Electric auto pioneer Tesla is aiming to launch a rival “Cybercab” service by 2026, although its CEO Elon Musk said he hopes the company can get the required regulatory clearances to operate in Texas and California by next year.

Tesla’s projected timeline for competing against Waymo has been met with skepticism because Musk has made unfulfilled promises about the company’s self-driving car technology for nearly a decade.

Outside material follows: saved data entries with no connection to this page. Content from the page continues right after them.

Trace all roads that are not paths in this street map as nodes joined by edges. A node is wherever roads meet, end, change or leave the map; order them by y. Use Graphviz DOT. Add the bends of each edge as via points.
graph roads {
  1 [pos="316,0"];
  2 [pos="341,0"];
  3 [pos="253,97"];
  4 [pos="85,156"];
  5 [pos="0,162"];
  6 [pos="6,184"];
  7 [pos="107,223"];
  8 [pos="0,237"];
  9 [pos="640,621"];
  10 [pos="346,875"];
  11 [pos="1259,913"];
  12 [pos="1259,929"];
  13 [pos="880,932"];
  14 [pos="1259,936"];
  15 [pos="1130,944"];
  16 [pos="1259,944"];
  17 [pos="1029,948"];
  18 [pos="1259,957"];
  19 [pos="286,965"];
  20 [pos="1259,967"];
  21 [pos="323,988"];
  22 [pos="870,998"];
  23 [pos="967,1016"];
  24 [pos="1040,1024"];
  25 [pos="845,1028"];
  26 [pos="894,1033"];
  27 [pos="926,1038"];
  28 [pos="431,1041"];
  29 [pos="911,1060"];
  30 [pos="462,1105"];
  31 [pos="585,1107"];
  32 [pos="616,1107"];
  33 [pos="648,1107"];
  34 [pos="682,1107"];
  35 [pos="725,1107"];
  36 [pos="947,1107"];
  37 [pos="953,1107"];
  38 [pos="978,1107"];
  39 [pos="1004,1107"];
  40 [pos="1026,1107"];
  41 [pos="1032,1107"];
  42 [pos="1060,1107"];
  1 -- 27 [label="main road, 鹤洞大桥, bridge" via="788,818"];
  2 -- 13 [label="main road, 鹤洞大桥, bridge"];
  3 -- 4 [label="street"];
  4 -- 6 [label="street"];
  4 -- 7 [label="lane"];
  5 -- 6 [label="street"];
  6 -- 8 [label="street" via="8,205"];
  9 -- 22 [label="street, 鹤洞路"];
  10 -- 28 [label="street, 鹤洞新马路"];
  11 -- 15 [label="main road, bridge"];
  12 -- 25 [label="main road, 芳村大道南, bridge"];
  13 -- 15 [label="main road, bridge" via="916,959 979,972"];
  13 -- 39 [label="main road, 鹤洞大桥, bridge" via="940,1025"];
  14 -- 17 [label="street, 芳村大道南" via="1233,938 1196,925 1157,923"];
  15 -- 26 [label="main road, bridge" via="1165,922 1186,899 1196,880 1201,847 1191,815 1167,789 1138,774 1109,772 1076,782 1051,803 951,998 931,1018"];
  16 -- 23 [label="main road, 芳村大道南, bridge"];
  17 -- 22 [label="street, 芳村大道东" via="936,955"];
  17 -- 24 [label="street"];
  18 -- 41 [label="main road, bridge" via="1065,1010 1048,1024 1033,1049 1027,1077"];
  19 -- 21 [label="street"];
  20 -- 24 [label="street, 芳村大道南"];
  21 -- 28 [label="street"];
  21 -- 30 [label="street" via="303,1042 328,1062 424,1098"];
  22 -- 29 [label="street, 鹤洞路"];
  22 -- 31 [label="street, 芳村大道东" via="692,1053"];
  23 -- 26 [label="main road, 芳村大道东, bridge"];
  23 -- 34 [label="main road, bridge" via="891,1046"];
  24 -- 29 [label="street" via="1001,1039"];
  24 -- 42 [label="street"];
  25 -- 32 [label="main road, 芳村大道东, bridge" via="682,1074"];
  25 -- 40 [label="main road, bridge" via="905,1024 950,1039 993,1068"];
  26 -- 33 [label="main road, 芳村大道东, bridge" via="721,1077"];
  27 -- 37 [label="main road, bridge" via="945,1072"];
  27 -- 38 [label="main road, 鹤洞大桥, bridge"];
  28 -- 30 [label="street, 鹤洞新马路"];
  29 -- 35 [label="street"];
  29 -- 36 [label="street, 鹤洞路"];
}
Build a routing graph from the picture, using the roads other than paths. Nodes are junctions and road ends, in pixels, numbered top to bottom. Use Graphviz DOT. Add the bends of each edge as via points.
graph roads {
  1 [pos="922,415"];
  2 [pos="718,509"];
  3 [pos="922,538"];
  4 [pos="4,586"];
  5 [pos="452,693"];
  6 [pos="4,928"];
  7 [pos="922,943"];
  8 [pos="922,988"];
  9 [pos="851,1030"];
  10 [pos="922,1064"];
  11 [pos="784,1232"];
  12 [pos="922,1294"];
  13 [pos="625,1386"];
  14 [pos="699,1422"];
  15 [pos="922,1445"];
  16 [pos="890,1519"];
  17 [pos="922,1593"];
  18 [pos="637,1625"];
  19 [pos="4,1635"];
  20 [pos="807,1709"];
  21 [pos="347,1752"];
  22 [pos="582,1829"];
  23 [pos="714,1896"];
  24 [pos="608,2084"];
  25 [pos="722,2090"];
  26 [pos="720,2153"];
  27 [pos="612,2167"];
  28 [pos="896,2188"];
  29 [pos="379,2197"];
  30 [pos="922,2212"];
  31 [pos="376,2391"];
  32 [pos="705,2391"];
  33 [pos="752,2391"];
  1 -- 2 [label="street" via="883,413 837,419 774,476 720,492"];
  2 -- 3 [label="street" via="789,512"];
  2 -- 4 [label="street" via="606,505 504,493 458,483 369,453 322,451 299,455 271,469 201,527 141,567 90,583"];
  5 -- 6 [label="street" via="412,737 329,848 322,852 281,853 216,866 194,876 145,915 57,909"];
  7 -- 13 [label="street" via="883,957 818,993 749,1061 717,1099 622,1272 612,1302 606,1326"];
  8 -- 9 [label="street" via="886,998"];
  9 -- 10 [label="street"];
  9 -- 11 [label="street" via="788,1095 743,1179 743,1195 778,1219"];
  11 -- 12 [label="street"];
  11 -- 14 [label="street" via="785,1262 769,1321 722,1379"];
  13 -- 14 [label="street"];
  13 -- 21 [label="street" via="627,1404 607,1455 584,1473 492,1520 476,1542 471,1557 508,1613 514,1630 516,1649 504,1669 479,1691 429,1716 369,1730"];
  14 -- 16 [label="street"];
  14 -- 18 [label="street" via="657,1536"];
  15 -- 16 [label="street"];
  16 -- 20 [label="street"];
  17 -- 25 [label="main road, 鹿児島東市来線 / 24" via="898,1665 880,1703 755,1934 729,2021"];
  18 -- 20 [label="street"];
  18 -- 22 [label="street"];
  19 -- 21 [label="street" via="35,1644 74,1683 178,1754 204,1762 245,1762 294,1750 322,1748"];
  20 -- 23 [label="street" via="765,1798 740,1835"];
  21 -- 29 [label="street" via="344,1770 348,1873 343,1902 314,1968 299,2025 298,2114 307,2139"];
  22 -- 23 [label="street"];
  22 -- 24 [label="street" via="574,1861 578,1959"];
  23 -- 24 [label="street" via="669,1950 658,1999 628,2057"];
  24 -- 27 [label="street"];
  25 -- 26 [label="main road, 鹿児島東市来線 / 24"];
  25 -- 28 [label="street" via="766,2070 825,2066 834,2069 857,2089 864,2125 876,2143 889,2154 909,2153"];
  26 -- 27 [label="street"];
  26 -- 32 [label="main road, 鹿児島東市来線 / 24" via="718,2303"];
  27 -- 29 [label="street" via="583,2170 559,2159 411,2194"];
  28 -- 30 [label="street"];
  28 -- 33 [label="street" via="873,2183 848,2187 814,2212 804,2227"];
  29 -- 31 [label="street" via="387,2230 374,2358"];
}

Meanwhile, Waymo’s robotaxis have driven more than 20 million fully autonomous miles and provided more than 2 million rides to passengers without encountering a serious accident that resulted in its operations being sidelined.

That safety record is a stark contrast to one of its early rivals, Cruise, a robotaxi service owned by General Motors. Cruise’s California license was suspended last year after one of its driverless cars in San Francisco dragged a jaywalking pedestrian who had been struck by a different car driven by a human.

Cruise is now trying to rebound by joining forces with Uber to make some of its services available next year in U.S. cities that still haven’t been announced. But Waymo also has forged a similar alliance with Uber to dispatch its robotaxi in Atlanta and Austin, Texas next year.

Another robotaxi service, Amazon’s Zoox, is hoping to begin offering driverless rides to the general public in Las Vegas at some point next year before also launching in San Francisco.